» Problem to work on
For each line below that holds the word "dead", make a copy.

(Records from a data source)
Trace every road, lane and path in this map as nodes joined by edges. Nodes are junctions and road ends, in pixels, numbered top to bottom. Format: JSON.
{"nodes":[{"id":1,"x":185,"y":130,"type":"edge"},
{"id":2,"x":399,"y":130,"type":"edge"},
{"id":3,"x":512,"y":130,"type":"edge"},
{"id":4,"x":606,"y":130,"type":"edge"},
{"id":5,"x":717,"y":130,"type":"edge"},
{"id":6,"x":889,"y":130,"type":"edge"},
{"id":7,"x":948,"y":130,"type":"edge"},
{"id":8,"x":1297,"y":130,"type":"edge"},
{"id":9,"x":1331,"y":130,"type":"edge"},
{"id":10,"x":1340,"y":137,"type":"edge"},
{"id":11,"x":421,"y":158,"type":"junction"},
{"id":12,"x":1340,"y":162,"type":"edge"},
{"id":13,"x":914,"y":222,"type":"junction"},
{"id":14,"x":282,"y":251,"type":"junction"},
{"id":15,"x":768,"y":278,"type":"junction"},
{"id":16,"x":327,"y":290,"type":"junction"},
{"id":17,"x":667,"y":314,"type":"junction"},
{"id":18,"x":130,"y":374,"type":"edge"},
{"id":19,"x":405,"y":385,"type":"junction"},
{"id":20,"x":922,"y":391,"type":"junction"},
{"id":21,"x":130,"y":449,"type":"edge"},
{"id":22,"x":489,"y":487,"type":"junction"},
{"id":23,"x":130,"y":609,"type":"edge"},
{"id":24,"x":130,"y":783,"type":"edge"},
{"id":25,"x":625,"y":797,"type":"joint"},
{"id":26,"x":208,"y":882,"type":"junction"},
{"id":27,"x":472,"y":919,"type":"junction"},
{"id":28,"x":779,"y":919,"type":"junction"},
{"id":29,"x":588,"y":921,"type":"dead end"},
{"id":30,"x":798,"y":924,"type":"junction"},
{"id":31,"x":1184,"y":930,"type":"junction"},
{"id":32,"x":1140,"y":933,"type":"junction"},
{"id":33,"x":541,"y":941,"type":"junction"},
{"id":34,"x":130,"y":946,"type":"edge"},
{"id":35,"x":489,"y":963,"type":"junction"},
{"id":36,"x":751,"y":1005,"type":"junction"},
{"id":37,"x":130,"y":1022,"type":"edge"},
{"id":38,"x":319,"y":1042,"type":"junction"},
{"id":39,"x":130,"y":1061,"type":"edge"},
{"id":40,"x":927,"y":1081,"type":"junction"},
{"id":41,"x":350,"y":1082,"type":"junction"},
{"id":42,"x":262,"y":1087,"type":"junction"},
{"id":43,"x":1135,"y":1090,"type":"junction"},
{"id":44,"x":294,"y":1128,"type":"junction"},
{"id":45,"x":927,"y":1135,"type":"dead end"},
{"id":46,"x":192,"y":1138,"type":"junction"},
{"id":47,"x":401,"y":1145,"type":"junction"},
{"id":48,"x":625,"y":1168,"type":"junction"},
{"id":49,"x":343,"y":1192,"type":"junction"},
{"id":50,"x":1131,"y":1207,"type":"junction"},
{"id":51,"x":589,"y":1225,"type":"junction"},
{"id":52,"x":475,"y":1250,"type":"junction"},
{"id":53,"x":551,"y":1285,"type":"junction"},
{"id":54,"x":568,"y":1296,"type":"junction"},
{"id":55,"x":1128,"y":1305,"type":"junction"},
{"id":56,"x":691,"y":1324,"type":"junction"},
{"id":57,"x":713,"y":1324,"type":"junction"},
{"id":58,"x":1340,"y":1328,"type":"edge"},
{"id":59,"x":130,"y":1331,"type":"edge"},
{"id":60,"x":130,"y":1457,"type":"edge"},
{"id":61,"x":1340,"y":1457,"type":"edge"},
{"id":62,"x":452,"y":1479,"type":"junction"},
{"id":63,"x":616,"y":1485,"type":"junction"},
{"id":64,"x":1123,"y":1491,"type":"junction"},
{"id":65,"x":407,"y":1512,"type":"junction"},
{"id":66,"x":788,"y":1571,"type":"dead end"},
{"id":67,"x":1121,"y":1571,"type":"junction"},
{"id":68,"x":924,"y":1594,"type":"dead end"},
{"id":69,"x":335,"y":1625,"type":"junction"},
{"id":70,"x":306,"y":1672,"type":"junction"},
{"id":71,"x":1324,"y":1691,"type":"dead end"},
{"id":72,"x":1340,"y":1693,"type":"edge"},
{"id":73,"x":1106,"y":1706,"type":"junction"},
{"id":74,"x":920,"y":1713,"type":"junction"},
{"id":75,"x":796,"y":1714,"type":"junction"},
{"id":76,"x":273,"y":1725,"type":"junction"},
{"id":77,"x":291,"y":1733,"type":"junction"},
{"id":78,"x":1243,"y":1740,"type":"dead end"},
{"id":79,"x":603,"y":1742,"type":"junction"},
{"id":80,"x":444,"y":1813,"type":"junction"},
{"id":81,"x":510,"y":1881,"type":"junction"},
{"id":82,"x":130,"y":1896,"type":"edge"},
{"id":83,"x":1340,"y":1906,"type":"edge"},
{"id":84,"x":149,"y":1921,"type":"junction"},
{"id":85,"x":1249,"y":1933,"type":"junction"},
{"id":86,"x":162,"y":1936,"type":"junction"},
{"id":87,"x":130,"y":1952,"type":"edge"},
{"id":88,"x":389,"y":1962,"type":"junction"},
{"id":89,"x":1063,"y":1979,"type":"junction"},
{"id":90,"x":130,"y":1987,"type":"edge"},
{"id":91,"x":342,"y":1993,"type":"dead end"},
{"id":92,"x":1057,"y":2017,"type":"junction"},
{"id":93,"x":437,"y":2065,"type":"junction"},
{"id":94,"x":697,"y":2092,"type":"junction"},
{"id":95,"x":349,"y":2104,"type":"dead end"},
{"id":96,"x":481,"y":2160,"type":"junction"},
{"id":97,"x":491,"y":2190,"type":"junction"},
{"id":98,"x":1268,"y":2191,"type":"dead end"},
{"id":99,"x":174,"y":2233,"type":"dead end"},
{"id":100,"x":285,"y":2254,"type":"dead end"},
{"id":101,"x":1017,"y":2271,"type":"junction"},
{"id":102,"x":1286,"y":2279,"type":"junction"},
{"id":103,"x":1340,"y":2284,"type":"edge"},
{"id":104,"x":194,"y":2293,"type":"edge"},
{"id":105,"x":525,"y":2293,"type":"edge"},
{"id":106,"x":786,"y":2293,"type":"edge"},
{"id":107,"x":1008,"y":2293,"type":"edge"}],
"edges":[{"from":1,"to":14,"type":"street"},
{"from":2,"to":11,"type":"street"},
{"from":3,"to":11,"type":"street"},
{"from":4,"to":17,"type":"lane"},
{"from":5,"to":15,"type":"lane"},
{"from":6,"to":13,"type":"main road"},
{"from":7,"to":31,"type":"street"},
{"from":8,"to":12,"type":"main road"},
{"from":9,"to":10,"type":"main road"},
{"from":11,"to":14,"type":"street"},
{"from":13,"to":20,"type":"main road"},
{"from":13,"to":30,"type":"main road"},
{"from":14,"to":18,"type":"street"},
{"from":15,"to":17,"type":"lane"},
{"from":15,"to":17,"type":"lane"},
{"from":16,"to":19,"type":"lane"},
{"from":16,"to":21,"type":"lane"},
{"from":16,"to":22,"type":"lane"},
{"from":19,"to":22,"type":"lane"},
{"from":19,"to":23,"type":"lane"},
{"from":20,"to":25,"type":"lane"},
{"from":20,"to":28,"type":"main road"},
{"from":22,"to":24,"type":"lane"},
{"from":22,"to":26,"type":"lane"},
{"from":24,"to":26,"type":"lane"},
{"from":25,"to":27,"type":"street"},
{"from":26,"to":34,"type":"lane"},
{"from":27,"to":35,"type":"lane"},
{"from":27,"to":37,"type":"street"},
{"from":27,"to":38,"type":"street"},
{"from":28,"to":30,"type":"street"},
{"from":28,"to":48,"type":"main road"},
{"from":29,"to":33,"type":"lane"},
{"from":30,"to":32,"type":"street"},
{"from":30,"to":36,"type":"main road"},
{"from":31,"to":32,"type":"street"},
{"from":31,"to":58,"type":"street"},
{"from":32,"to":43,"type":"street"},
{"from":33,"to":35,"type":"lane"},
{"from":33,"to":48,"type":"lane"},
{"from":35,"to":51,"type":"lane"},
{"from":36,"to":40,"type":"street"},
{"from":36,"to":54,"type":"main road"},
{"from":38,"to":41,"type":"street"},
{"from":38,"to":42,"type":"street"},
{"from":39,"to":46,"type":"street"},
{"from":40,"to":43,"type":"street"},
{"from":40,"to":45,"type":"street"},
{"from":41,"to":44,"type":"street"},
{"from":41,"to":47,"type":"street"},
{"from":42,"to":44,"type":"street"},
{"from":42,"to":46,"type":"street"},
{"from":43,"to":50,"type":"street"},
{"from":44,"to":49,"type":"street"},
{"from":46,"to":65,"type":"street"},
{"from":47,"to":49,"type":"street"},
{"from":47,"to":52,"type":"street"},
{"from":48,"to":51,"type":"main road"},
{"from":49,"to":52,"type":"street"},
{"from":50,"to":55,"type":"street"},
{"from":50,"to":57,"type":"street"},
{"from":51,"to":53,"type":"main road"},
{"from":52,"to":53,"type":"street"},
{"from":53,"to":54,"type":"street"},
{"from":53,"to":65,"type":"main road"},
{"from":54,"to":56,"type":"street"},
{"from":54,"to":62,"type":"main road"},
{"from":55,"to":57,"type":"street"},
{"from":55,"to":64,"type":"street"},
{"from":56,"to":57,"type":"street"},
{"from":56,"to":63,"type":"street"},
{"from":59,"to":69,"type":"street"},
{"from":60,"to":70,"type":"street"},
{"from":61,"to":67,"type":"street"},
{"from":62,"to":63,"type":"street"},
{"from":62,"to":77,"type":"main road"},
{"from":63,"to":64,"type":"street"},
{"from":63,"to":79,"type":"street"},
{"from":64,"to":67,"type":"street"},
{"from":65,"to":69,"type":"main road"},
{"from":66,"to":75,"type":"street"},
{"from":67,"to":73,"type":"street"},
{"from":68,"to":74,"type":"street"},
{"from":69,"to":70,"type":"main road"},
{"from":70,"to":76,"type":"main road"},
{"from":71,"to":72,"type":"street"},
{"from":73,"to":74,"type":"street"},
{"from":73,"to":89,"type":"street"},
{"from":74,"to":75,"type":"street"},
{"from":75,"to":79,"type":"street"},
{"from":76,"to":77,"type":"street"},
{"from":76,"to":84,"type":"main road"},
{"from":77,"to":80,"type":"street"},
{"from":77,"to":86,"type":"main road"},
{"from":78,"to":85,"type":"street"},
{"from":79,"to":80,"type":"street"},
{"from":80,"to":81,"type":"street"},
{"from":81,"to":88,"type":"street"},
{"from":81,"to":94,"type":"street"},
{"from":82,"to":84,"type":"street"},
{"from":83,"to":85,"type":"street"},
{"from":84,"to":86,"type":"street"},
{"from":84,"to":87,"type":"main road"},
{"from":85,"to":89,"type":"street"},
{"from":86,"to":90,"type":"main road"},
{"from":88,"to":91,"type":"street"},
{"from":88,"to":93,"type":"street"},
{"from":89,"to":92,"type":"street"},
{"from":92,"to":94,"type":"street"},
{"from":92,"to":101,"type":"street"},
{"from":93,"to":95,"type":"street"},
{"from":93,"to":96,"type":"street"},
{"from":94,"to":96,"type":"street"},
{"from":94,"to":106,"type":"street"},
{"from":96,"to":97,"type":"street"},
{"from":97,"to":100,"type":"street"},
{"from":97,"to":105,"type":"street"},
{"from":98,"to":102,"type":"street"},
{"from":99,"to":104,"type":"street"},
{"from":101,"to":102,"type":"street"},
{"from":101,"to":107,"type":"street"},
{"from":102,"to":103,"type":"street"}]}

» Expected answer
{"id":29,"x":588,"y":921,"type":"dead end"},
{"id":45,"x":927,"y":1135,"type":"dead end"},
{"id":66,"x":788,"y":1571,"type":"dead end"},
{"id":68,"x":924,"y":1594,"type":"dead end"},
{"id":71,"x":1324,"y":1691,"type":"dead end"},
{"id":78,"x":1243,"y":1740,"type":"dead end"},
{"id":91,"x":342,"y":1993,"type":"dead end"},
{"id":95,"x":349,"y":2104,"type":"dead end"},
{"id":98,"x":1268,"y":2191,"type":"dead end"},
{"id":99,"x":174,"y":2233,"type":"dead end"},
{"id":100,"x":285,"y":2254,"type":"dead end"},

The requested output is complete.